486.4 Order restricting publication — sexual offences. — (1) Subject to subsection (2), the presiding judge or justice may make an order directing that any information that could identify the victim or a witness shall not be published in any document or broadcast or transmitted in any way, in proceedings in respect of
(a) any of the following offences:
(i) an offence under section 151, 152, 153, 153.1, 155, 160, 162, 162.1, 163.1, 170, 171, 171.1,172, 172.1, 172.2, 173, 213, 271, 272, 273, 279.01, 279.011, 279.02, 279.03, 280, 281, 286.1, 286.2, 286.3, 346 or 347, or
(ii) any offence under this Act, as it read from time to time before the day on which this subparagraph comes into force, if the conduct alleged would be an offence referred to in subparagraph (i) if it occurred on or after that day; or
(b) two or more offences being dealt with in the same proceeding, at least one of which is an offence referred to in paragraph (a).
(2) MANDATORY ORDER ON APPLICATION — In proceedings in respect of the offences referred to in paragraph (1)(a) or (b), the presiding judge or justice shall
(a) at the first reasonable opportunity, inform any witness under the age of eighteen years and the victim of the right to make an application for the order; and
(b) on application made by the victim, the prosecutor or any such witness, make the order.
486.6 OFFENCE — (1) Every person who fails to comply with an order made under any of subsections 486.4(1) to (3) or subsection 486.5(1) or (2) is guilty of an offence punishable on summary conviction.
ONTARIO COURT OF JUSTICE
BETWEEN:
HIS MAJESTY THE KING
— AND —
I-B.(W.)
Before Justice J. De Filippis
Heard on May 16, June 2, 26, 27 & August 22, & November 10, 2025
Reasons for Decision on Gardiner Hearing released on December 19, 2025
Mr. B. Sosa counsel for the Crown
Mr. B. Monk counsel for the accused
INTRODUCTION
1This decision includes disturbing descriptions of child sexual abuse.
2The defendant was charged with Sexual Assault, Sexual Interference, and Sexual Exploitation, involving one victim, between January 1, 2018, and August 20, 2023, at the City of Hamilton and elsewhere in the country.
3The allegations cover a five-year period. The final event, on August 20, 2023, was surreptitiously video recorded by the victim. The defendant pled guilty to the three charges, on a limited basis. Specifically, the defendant admits the following: The victim was born in 2007. In August 2023, the victim lived with her mother and the defendant in Hamilton. The defendant is her stepfather. The defendant has two children from a previous relationship, W.V. and S.V. In early August 2023, the victim told these stepsiblings that their father had been touching her, including sexual intercourse.
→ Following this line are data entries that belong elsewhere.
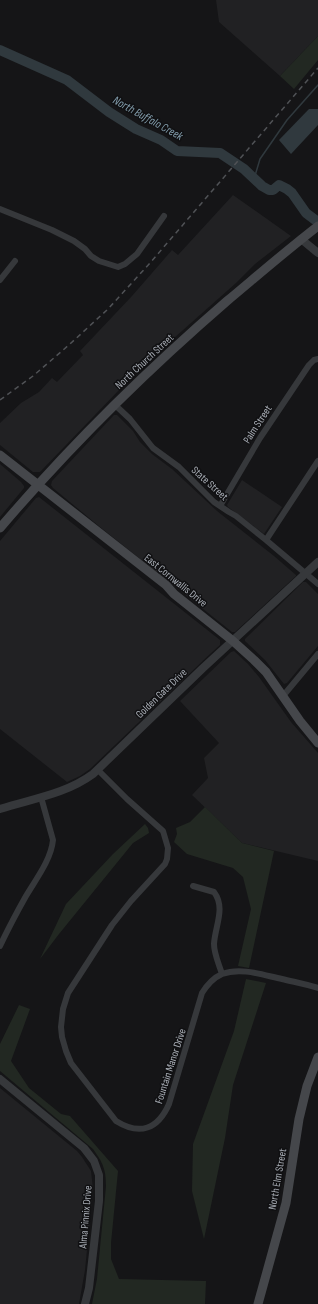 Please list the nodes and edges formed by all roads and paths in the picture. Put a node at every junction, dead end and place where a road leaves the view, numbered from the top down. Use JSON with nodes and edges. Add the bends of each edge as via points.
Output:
{"nodes":[{"id":1,"x":0,"y":209,"type":"edge"},
{"id":2,"x":164,"y":216,"type":"dead end"},
{"id":3,"x":315,"y":229,"type":"edge"},
{"id":4,"x":301,"y":239,"type":"junction"},
{"id":5,"x":318,"y":253,"type":"edge"},
{"id":6,"x":15,"y":261,"type":"dead end"},
{"id":7,"x":0,"y":280,"type":"edge"},
{"id":8,"x":318,"y":359,"type":"edge"},
{"id":9,"x":114,"y":404,"type":"junction"},
{"id":10,"x":0,"y":454,"type":"edge"},
{"id":11,"x":318,"y":461,"type":"edge"},
{"id":12,"x":38,"y":484,"type":"junction"},
{"id":13,"x":220,"y":506,"type":"junction"},
{"id":14,"x":0,"y":528,"type":"edge"},
{"id":15,"x":266,"y":540,"type":"junction"},
{"id":16,"x":318,"y":562,"type":"edge"},
{"id":17,"x":306,"y":573,"type":"junction"},
{"id":18,"x":318,"y":584,"type":"edge"},
{"id":19,"x":233,"y":641,"type":"junction"},
{"id":20,"x":318,"y":654,"type":"edge"},
{"id":21,"x":283,"y":696,"type":"junction"},
{"id":22,"x":318,"y":743,"type":"edge"},
{"id":23,"x":98,"y":770,"type":"junction"},
{"id":24,"x":41,"y":796,"type":"junction"},
{"id":25,"x":0,"y":809,"type":"edge"},
{"id":26,"x":193,"y":886,"type":"dead end"},
{"id":27,"x":0,"y":946,"type":"edge"},
{"id":28,"x":222,"y":974,"type":"junction"},
{"id":29,"x":318,"y":988,"type":"edge"},
{"id":30,"x":318,"y":1057,"type":"edge"},
{"id":31,"x":0,"y":1079,"type":"edge"},
{"id":32,"x":86,"y":1304,"type":"edge"},
{"id":33,"x":258,"y":1304,"type":"edge"}],
"edges":[{"from":1,"to":2,"type":"street","via":[[69,238],[99,261],[118,267],[137,254]]},
{"from":3,"to":4,"type":"main road","name":"North Church Street"},
{"from":4,"to":5,"type":"street"},
{"from":4,"to":9,"type":"main road","name":"North Church Street","via":[[201,324]]},
{"from":6,"to":7,"type":"street"},
{"from":8,"to":13,"type":"street","name":"Palm Street","via":[[309,365],[260,438]]},
{"from":9,"to":12,"type":"main road","name":"North Church Street"},
{"from":9,"to":13,"type":"street","name":"State Street","via":[[134,423],[150,446],[179,467]]},
{"from":10,"to":12,"type":"main road","name":"East Cornwallis Drive"},
{"from":11,"to":15,"type":"street"},
{"from":12,"to":14,"type":"main road","name":"North Church Street"},
{"from":12,"to":19,"type":"main road","name":"East Cornwallis Drive"},
{"from":13,"to":15,"type":"street","name":"State Street"},
{"from":15,"to":17,"type":"street","name":"State Street"},
{"from":16,"to":17,"type":"street","name":"Golden Gate Drive"},
{"from":17,"to":18,"type":"street","name":"State Street"},
{"from":17,"to":19,"type":"street","name":"Golden Gate Drive"},
{"from":19,"to":21,"type":"main road","name":"East Cornwallis Drive","via":[[266,672]]},
{"from":19,"to":23,"type":"street","name":"Golden Gate Drive"},
{"from":20,"to":21,"type":"street"},
{"from":21,"to":22,"type":"main road","name":"East Cornwallis Drive"},
{"from":23,"to":24,"type":"street","name":"Golden Gate Drive","via":[[76,785]]},
{"from":23,"to":28,"type":"street","name":"Fountain Manor Drive","via":[[163,832],[168,848],[164,864],[112,925],[68,993],[61,1017],[62,1037],[71,1062],[116,1121],[125,1127],[148,1129],[164,1114],[202,993],[210,982]]},
{"from":24,"to":25,"type":"street","name":"Golden Gate Drive"},
{"from":24,"to":27,"type":"street","via":[[52,846],[47,860]]},
{"from":26,"to":28,"type":"street","via":[[214,892],[219,902],[219,920],[214,945]]},
{"from":28,"to":29,"type":"street","via":[[250,972]]},
{"from":30,"to":33,"type":"main road","name":"North Elm Street","via":[[307,1086],[299,1119],[286,1203]]},
{"from":31,"to":32,"type":"street","name":"Alma Pinnix Drive","via":[[84,1148],[94,1161],[99,1175],[99,1201]]}]}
The three teenagers discussed the matter, and the victim decided to record the next encounter with the defendant. On August 20, 2023, the victim set her desktop computer to face her bed and secretly filmed the sexual assault that occurred that day. Two days later, her stepbrother, W.V. took the video record to the police and reported the sexual abuse by his father.
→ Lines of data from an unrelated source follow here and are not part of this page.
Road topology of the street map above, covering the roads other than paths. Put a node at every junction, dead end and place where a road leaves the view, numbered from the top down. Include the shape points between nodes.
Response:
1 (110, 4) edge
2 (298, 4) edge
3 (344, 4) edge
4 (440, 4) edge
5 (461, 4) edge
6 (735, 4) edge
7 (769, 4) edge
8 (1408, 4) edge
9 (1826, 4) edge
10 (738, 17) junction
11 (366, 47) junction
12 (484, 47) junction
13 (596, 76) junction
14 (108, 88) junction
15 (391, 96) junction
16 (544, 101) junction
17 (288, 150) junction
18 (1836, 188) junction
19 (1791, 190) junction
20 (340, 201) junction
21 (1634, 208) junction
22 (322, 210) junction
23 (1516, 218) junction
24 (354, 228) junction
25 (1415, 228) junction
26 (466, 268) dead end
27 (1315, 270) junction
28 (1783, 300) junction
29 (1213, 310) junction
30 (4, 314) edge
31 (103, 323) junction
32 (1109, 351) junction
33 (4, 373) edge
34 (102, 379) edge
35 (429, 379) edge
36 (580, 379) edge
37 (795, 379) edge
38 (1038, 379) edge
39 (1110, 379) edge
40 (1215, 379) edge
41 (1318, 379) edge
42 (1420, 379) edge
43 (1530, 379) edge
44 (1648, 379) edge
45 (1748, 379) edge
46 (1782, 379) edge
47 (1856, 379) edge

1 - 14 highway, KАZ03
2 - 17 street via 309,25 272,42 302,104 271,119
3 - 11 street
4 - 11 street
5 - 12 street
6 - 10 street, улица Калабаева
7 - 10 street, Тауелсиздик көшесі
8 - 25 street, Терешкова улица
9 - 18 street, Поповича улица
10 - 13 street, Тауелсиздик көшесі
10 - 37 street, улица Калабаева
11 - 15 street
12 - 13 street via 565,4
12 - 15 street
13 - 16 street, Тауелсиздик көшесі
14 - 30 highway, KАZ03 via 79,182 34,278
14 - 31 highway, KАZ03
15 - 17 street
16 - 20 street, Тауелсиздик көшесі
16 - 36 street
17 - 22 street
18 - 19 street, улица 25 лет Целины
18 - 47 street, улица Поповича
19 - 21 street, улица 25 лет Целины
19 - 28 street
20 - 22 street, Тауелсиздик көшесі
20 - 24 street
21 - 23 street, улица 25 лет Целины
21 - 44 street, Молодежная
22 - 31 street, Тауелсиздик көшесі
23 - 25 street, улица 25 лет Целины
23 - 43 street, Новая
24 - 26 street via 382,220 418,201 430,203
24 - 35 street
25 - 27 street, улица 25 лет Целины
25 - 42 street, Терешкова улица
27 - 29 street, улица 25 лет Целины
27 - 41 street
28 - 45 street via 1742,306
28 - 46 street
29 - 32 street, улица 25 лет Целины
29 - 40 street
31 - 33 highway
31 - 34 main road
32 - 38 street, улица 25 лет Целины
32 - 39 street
4At the time of this video recorded event, the victim was 15 years old. The record is 29 minutes and four seconds in length. It shows the following:
The victim sits on the bed and stares at the camera. Two minutes later, the defendant enters the victim’s bedroom, without a shirt. He removes his pants, revealing his penis and lays on his back and begins to masturbate. The defendant moves his arms to his groin area in what appears to be a signal to the victim. The victim is next seen wearing only a top. She sits on the defendant’s erect penis with her back to him and facing the camera. The victim bounces on the defendant’s penis with her arms folded. The victim switches position and gets on her hands and knees while the defendant stands and penetrates her vaginally from behind. This continues for twenty-six minutes and thirty-nine seconds as the defendant becomes more aggressive in the penetration and then slows down. The victim has her face buried in the mattress for this period. The victim pushes the defendant’s left arm away from her lower back, stands up, and walks away. No words are spoken during the entire incident.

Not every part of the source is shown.